Aristotle “the father of marine biodiversity” – Part 1
Did you know that the great Greek philosopher Aristotle can also be regarded as “the father of marine biodiversity”? He spent a considerable part of his life studying marine species.
More than 40% of the animals that Aristotle studied in his zoological works had a marine origin. If Aristotle were still alive today, he would have made an excellent ambassador for modern marine biodiversity research.
To highlight his very early contributions to the study of marine biodiversity, the LIFEWATCH Regional Port collected a series of five stories that cover different aspects of Aristotle’s life and research, linking his work to current initiatives and projects, and demonstrating that at least part of his work is still relevant and very much alive today. One out of the five stories is: “Aristotle, the ‘marine Linnaeus’ avant la lettre”.
Aristotle, the ‘marine Linnaeus’ avant la lettre
The great philosopher Aristotle was born in 384 BC. Aristotle was a universal scientist with a wide interest.
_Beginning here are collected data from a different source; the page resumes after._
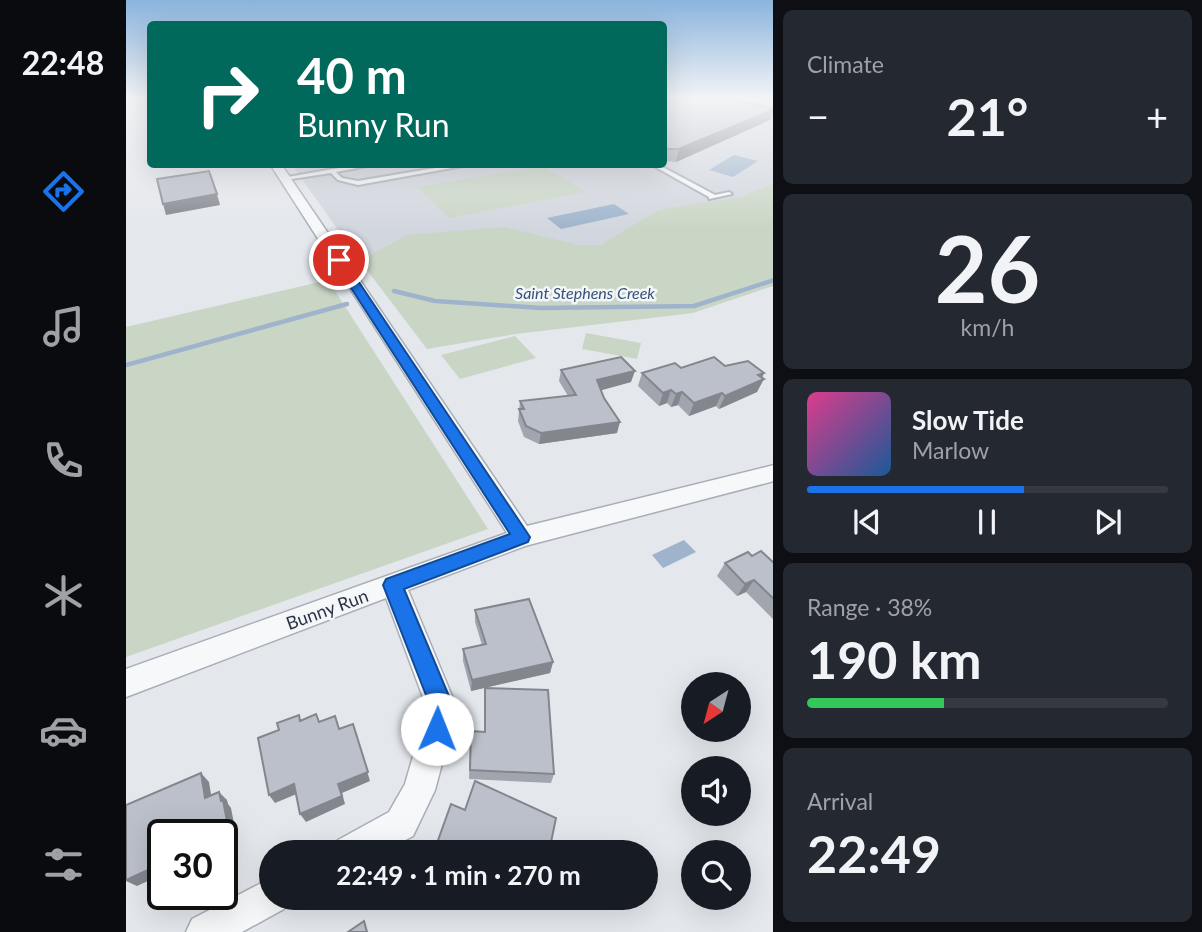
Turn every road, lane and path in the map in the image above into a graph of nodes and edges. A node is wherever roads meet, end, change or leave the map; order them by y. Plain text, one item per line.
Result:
1 (351, 168) edge
2 (448, 168) edge
3 (660, 168) edge
4 (280, 171) edge
5 (332, 171) junction
6 (729, 194) dead end
7 (714, 197) junction
8 (704, 199) dead end
9 (773, 473) edge
10 (522, 537) junction
11 (393, 585) junction
12 (126, 683) edge
13 (371, 840) edge
14 (259, 903) edge
15 (205, 932) edge

1 - 5 lane
2 - 5 lane
3 - 7 lane
4 - 5 lane
4 - 10 street
6 - 7 lane
7 - 8 lane
9 - 10 street, Bunny Run
10 - 11 street, Bunny Run
11 - 12 street, Bunny Run
11 - 13 street
14 - 15 street

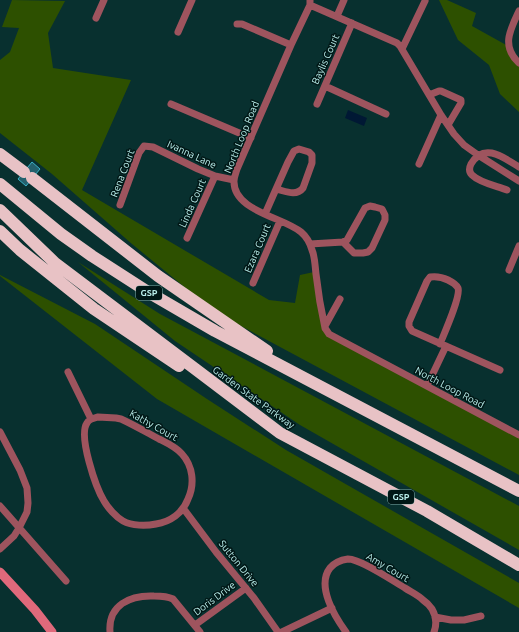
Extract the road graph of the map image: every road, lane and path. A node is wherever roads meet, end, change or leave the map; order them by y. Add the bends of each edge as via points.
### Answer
1 (104, 0) edge
2 (192, 0) edge
3 (344, 0) edge
4 (425, 0) edge
5 (310, 2) edge
6 (519, 11) edge
7 (337, 16) junction
8 (96, 18) dead end
9 (352, 23) junction
10 (237, 24) dead end
11 (178, 32) dead end
12 (291, 45) junction
13 (402, 49) junction
14 (519, 63) edge
15 (325, 86) junction
16 (429, 95) junction
17 (171, 104) dead end
18 (317, 104) dead end
19 (386, 114) dead end
20 (441, 115) junction
21 (448, 126) junction
22 (250, 138) junction
23 (142, 148) joint
24 (0, 154) edge
25 (478, 155) junction
26 (419, 164) dead end
27 (519, 167) edge
28 (215, 176) junction
29 (234, 180) junction
30 (519, 181) edge
31 (0, 184) edge
32 (276, 189) junction
33 (507, 190) dead end
34 (120, 205) dead end
35 (0, 210) edge
36 (265, 214) junction
37 (280, 221) junction
38 (0, 231) edge
39 (187, 238) dead end
40 (343, 242) junction
41 (310, 244) junction
42 (519, 246) edge
43 (508, 270) dead end
44 (253, 283) dead end
45 (340, 299) dead end
46 (325, 328) junction
47 (443, 345) junction
48 (500, 370) dead end
49 (68, 372) dead end
50 (311, 381) junction
51 (427, 386) junction
52 (91, 420) junction
53 (0, 432) edge
54 (280, 433) junction
55 (519, 435) edge
56 (519, 491) edge
57 (0, 506) edge
58 (183, 508) junction
59 (19, 528) junction
60 (0, 549) edge
61 (519, 565) edge
62 (0, 572) edge
63 (66, 581) dead end
64 (246, 588) junction
65 (332, 608) junction
66 (481, 616) dead end
67 (435, 617) junction
68 (195, 625) junction
69 (52, 632) edge
70 (110, 632) edge
71 (200, 632) edge
72 (278, 632) edge
73 (282, 632) edge
74 (346, 632) edge
75 (434, 632) edge

1 - 8 street
2 - 11 street
3 - 7 street
4 - 13 street
5 - 7 street, North Loop Road
5 - 12 street, North Loop Road
6 - 14 street via 508,40 511,54
7 - 9 street, North Loop Road
9 - 13 street, North Loop Road via 397,43
9 - 15 street, Baylis Court
10 - 12 street
12 - 22 street, North Loop Road
13 - 16 street, North Loop Road
15 - 18 street, Baylis Court
15 - 19 street
16 - 20 street, North Loop Road
16 - 21 street via 439,90 461,100
17 - 22 street
20 - 21 street, North Loop Road
20 - 26 street
21 - 25 street, North Loop Road via 464,145
22 - 29 street, North Loop Road
23 - 28 street, Ivanna Lane via 153,147
23 - 34 street, Rena Court
24 - 50 highway via 158,276
25 - 27 street via 497,154
25 - 30 street, North Loop Road
25 - 33 street via 469,168 470,173 486,183
28 - 29 street, Ivanna Lane
28 - 39 street, Linda Court
29 - 36 street, North Loop Road via 240,198 247,205
31 - 50 highway, GSP via 61,234 148,292 215,331
32 - 32 street via 294,151 299,149 309,152 312,163 300,192
32 - 36 street
35 - 54 highway, Garden State Parkway / GSP via 55,262
36 - 37 street, North Loop Road
37 - 41 street, North Loop Road via 301,232
37 - 44 street, Ezara Court
38 - 54 highway via 94,309
40 - 40 street via 347,240 365,208 375,206 382,209 385,220 368,252 354,253
40 - 41 street
41 - 46 street, North Loop Road
42 - 43 street
45 - 46 street
46 - 51 street, North Loop Road via 330,334
47 - 47 street via 458,288 455,284 436,276 430,277 427,281 409,326 412,331
47 - 48 street
47 - 51 street
49 - 52 street
50 - 56 highway, GSP
51 - 55 street, North Loop Road
52 - 58 street, Kathy Court via 98,417 121,419 182,454 189,466 192,479 192,491
52 - 58 street, Kathy Court via 87,423 84,437 90,464 96,486 104,502 115,514 128,523 156,524 173,518
53 - 59 street via 27,488 27,512
54 - 61 highway, Garden State Parkway / GSP via 427,511
57 - 59 street
58 - 64 street, Sutton Drive
59 - 60 street
59 - 63 street
62 - 69 main road
64 - 68 street, Doris Drive
64 - 72 street, Sutton Drive
65 - 67 street, Amy Court via 324,588 327,572 332,565 348,559 375,570 424,600
65 - 73 street
65 - 74 street, Amy Court
66 - 67 street via 464,620
67 - 75 street
68 - 70 street via 173,599 135,597 128,599 113,612
68 - 71 street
He was the first to define the scientific method and a pioneer in the study of living organisms. Moreover, he was the first to systematically observe and describe biological diversity, as well as to develop the first classification of animals.
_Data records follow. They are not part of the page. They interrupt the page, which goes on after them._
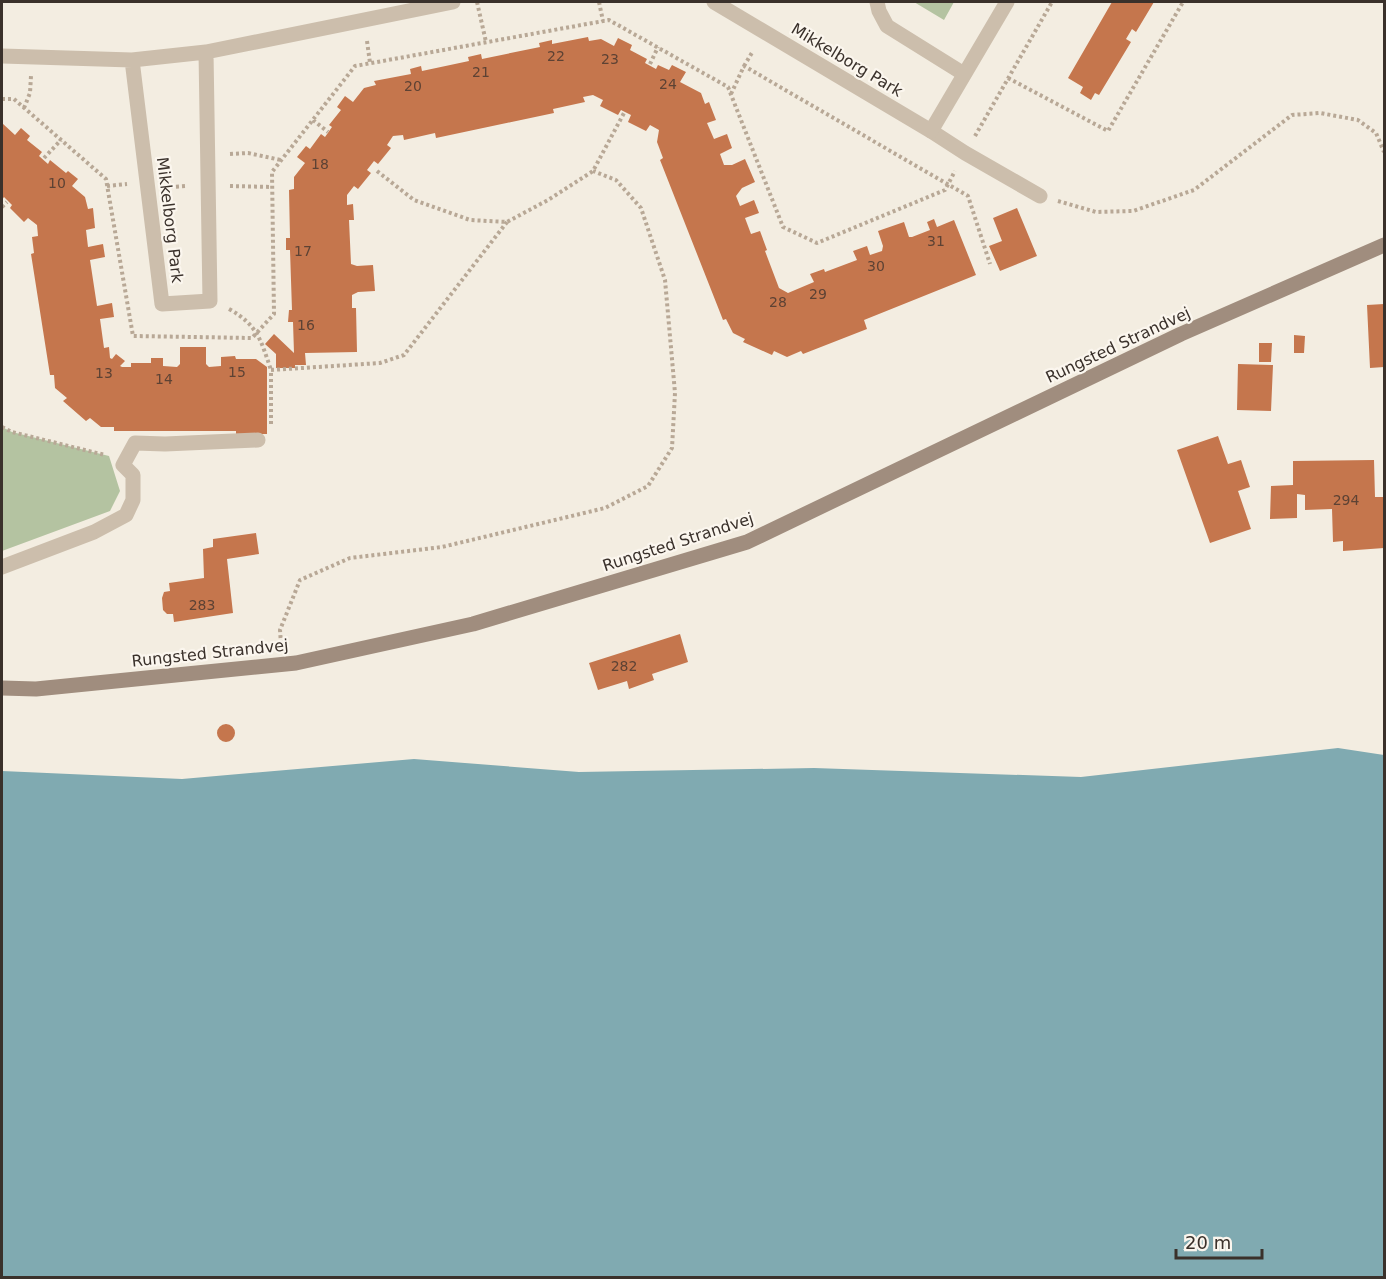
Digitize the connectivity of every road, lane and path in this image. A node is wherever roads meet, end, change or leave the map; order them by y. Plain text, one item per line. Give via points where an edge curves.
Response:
1 (453, 2) edge
2 (477, 2) edge
3 (599, 2) edge
4 (714, 2) edge
5 (877, 2) edge
6 (1007, 2) edge
7 (1052, 2) edge
8 (1183, 2) edge
9 (603, 21) junction
10 (486, 42) junction
11 (658, 47) junction
12 (206, 52) junction
13 (2, 56) edge
14 (32, 57) junction
15 (132, 60) junction
16 (650, 64) dead end
17 (964, 74) junction
18 (1008, 78) junction
19 (731, 94) junction
20 (2, 99) edge
21 (24, 108) junction
22 (624, 113) dead end
23 (313, 120) junction
24 (931, 131) junction
25 (328, 132) dead end
26 (61, 140) junction
27 (1384, 152) edge
28 (965, 153) junction
29 (208, 155) junction
30 (44, 159) dead end
31 (282, 160) junction
32 (377, 171) dead end
33 (593, 171) junction
34 (208, 185) junction
35 (948, 186) junction
36 (272, 187) junction
37 (1040, 196) joint
38 (7, 202) dead end
39 (2, 207) edge
40 (507, 222) junction
41 (1384, 245) edge
42 (990, 264) dead end
43 (210, 301) junction
44 (257, 332) junction
45 (271, 370) junction
46 (2, 427) edge
47 (258, 441) joint
48 (123, 465) junction
49 (2, 567) edge
50 (282, 664) junction
51 (2, 688) edge

1 - 12 street
2 - 10 path
3 - 9 path
4 - 24 street, Mikkelborg Park
5 - 17 street via 887,26
6 - 17 street
7 - 18 path
8 - 18 path via 1108,131
9 - 10 path
9 - 11 path via 609,20
10 - 23 path via 355,66
11 - 16 path
11 - 19 path via 728,87
12 - 15 street
12 - 29 street, Mikkelborg Park
13 - 14 street
14 - 15 street
14 - 21 path via 30,93
15 - 43 street, Mikkelborg Park via 162,304
17 - 24 street
18 - 28 path
19 - 35 path via 744,66
19 - 35 path via 783,227 817,243
20 - 21 path via 14,99
21 - 26 path
22 - 33 path
23 - 25 path
23 - 31 path
24 - 28 street, Mikkelborg Park
26 - 30 path
26 - 44 path via 106,179 133,336 252,338
27 - 37 path via 1376,133 1358,120 1320,113 1292,115 1194,190 1133,211 1096,212
28 - 35 path
28 - 37 street, Mikkelborg Park
29 - 31 path via 248,153
29 - 34 street, Mikkelborg Park
31 - 36 path via 272,172
32 - 40 path via 414,200 470,220
33 - 40 path
33 - 50 path via 616,180 641,208 665,280 675,393 672,448 648,486 605,508 442,547 350,558 300,580 280,630
34 - 36 path
34 - 43 street, Mikkelborg Park
35 - 42 path via 968,196
36 - 44 path via 274,314
38 - 39 path
40 - 45 path via 404,354 380,363
41 - 50 main road, Rungsted Strandvej via 1181,334 747,542 473,624
43 - 44 path via 240,315
44 - 45 path
45 - 47 path via 271,444
46 - 48 path via 109,456
47 - 48 street via 135,442
48 - 49 street via 133,475 133,500 126,515 94,532
50 - 51 main road, Rungsted Strandvej via 36,689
Illustration of a crab present in the ‘Kitab Na’t al-hayawan’, a 13th century Arab translation of part of Aristotle’s writings on natural history. The original drawings, by Aristotle published in one additional volume Anatomai, are now lost. Photo: © The British Library Board (Or. 2784 f.87v).
Besides Aristotle’s profound love for knowledge itself, his interest in marine biology can be linked to his close relationship with the sea. He was familiar with the great variety of fish and marine invertebrates harvested and exploited by the coastal Aegean communities, as demonstrated by archaeological records.
Aristotle’s marine research
Aristotle carried out most of his marine research during his stay on Lesbos Island. There, with the help of the local fishermen, he had the opportunity to study the existing marine biodiversity, access to material for his anatomical work and could observe, first hand, aspects of the biology & behavior of marine animals.
Aristotle’s knowledge of marine organisms is remarkable, particularly when we consider the complete lack of basic research equipment, such as microscopes or scuba gear.
A 12th century transcript of Aristotle’s Historia animalium, found in Constantinople (currently Istanbul) and at present part of the collection of the Biblioteca Medicea Laurenziana in Florence, Italy. Photo: Sailko / Wiki Commons.
Aristotle’s marine research attracts the interest of modern marine scientists
The results of his invaluable contribution to the knowledge of biology and biodiversity is that he has recently attracted the interest of modern marine scientists. These scientists aim to understand the roots of marine biological study, knowledge which can provide baseline information for comparisons between Ancient and current condition. Their expertise can also provide input to other branches of science, including historians, archaeologists, and philosophers.